Housebuilding in the UK took a significant hit in August, falling at the second-fastest pace since the first COVID-19 lockdown. This decline reflects the impact of high interest rates on demand, according to a closely watched survey by S&P Global/Cips UK Construction Purchasing Managers’ housebuilding sub-index.
The Numbers
The housebuilding sub-index dropped to 40.7 in August, down from 43 in July. This is the second-lowest level since May 2020, and the lowest reading since spring 2009, excluding the pandemic period. A reading below 50 indicates that the majority of companies are reporting a contraction.
The decline in housebuilding activity also contributed to a drop in the overall construction PMI, which fell from 51.7 in July to 50.8 in August.
Additionally, the sector saw a decline in new order volumes for the second time in three months, with the steepest drop since May 2020.
Factors Impacting Housebuilding
Rising interest rates and subdued market conditions are the main drivers behind the slump in housebuilding activity.

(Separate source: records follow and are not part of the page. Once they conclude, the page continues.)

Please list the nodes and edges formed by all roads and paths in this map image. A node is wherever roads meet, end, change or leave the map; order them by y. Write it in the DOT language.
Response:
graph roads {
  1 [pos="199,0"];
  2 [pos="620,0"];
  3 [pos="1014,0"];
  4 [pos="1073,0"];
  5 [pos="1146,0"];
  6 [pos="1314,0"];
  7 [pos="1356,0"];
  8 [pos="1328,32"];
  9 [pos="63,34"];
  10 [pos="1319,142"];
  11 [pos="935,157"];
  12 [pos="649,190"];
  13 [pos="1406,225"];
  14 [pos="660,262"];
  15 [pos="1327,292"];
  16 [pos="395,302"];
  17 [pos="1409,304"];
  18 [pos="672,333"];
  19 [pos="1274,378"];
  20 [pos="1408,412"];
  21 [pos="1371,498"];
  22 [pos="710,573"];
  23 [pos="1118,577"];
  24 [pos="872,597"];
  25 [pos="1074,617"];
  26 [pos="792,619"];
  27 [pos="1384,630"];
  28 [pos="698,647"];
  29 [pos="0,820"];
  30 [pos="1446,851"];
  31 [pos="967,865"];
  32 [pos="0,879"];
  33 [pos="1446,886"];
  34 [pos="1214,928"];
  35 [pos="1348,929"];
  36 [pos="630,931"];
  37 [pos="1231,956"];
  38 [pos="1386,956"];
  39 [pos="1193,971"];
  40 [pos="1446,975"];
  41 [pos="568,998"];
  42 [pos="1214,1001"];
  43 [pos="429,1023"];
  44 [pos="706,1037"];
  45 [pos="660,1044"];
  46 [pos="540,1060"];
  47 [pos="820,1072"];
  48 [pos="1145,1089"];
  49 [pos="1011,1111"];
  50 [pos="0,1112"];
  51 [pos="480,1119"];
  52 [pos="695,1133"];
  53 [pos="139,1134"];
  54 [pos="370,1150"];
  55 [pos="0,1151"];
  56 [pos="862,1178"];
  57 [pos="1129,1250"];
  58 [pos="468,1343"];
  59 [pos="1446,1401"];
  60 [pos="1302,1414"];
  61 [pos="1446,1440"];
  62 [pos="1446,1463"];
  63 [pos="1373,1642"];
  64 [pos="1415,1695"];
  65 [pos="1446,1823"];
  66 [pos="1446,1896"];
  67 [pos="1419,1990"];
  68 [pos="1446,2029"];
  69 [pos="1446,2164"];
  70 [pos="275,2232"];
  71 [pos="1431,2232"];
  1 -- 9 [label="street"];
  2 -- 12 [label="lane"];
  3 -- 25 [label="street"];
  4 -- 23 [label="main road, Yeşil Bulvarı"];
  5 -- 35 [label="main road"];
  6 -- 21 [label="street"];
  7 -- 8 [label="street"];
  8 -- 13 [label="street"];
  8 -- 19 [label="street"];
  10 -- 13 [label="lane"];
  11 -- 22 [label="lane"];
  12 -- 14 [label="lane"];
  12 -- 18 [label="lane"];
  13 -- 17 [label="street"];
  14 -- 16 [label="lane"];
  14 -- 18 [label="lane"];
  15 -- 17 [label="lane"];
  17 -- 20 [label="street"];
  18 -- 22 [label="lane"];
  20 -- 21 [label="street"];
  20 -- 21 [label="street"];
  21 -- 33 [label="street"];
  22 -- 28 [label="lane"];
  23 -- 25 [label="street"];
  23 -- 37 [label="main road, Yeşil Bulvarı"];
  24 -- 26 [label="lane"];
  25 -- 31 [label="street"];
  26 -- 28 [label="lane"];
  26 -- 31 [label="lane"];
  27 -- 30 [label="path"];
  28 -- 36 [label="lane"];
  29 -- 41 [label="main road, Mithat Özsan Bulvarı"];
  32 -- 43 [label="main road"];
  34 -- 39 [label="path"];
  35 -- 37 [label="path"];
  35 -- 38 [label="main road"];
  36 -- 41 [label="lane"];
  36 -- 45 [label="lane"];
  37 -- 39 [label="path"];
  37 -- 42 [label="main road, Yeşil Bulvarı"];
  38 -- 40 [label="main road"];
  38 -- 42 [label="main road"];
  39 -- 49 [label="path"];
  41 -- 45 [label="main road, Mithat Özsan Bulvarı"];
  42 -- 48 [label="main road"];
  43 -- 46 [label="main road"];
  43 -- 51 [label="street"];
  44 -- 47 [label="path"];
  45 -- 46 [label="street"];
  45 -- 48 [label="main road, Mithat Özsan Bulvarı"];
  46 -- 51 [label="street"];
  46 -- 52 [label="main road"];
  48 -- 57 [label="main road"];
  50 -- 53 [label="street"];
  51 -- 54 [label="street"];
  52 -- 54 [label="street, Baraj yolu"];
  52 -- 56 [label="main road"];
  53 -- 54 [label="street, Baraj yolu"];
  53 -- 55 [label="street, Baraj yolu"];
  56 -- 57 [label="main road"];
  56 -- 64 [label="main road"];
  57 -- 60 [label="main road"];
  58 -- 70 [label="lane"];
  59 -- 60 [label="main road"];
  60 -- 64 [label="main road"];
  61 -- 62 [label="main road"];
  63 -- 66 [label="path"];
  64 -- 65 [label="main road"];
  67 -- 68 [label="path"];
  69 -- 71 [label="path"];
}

The Bank of England has raised interest rates from a record low of 0.1% in November 2021 to 5.25% last month, with the expectation of further rate increases in the near future.
These high mortgage rates have made homeownership financially unattainable for many people, leading to a decrease in demand for new builds. Prospective buyers are also holding back due to concerns about the near-term economic outlook.
Future Outlook
The latest PMI survey indicates that the downward trend in housebuilding seen in official data is likely to continue. In the three months leading up to March, new housing starts in England were estimated to be 37,810, down 12% from the same period in 2022 and 27% below their peak in Q2 2021, according to government figures published in June.
Implications for Property Investors
For potential property investors, this decline in housebuilding activity can have significant implications. With reduced supply in the market, there may be fewer options available for those looking to purchase buy-to-let or residential properties for investment purposes.
Additionally, the decrease in demand and potential decline in property prices could present opportunities for investors to negotiate better deals and secure properties at lower prices. However, it’s essential to carefully consider the current economic climate and the potential risks associated with investing in a market experiencing a downturn.
Commercial Building Activity and Civil Engineering
While housebuilding activity has taken a hit, commercial building activity in the UK has continued to expand, with a reading of 54.2 in August. This indicates stability in the commercial property sector, offering potential opportunities for property investors interested in commercial real estate.
Similarly, the civil engineering sector also saw growth, although slightly below the previous month’s levels. This suggests that infrastructure projects and public works are still ongoing and could present investment opportunities in this sector.
Conclusion
The sharp decline in UK housebuilding in August highlights the impact of rising interest rates and subdued market conditions on demand. For potential property investors, this presents both challenges and opportunities. While there may be fewer options available in the residential property market, the commercial property sector and civil engineering projects continue to offer potential avenues for investment.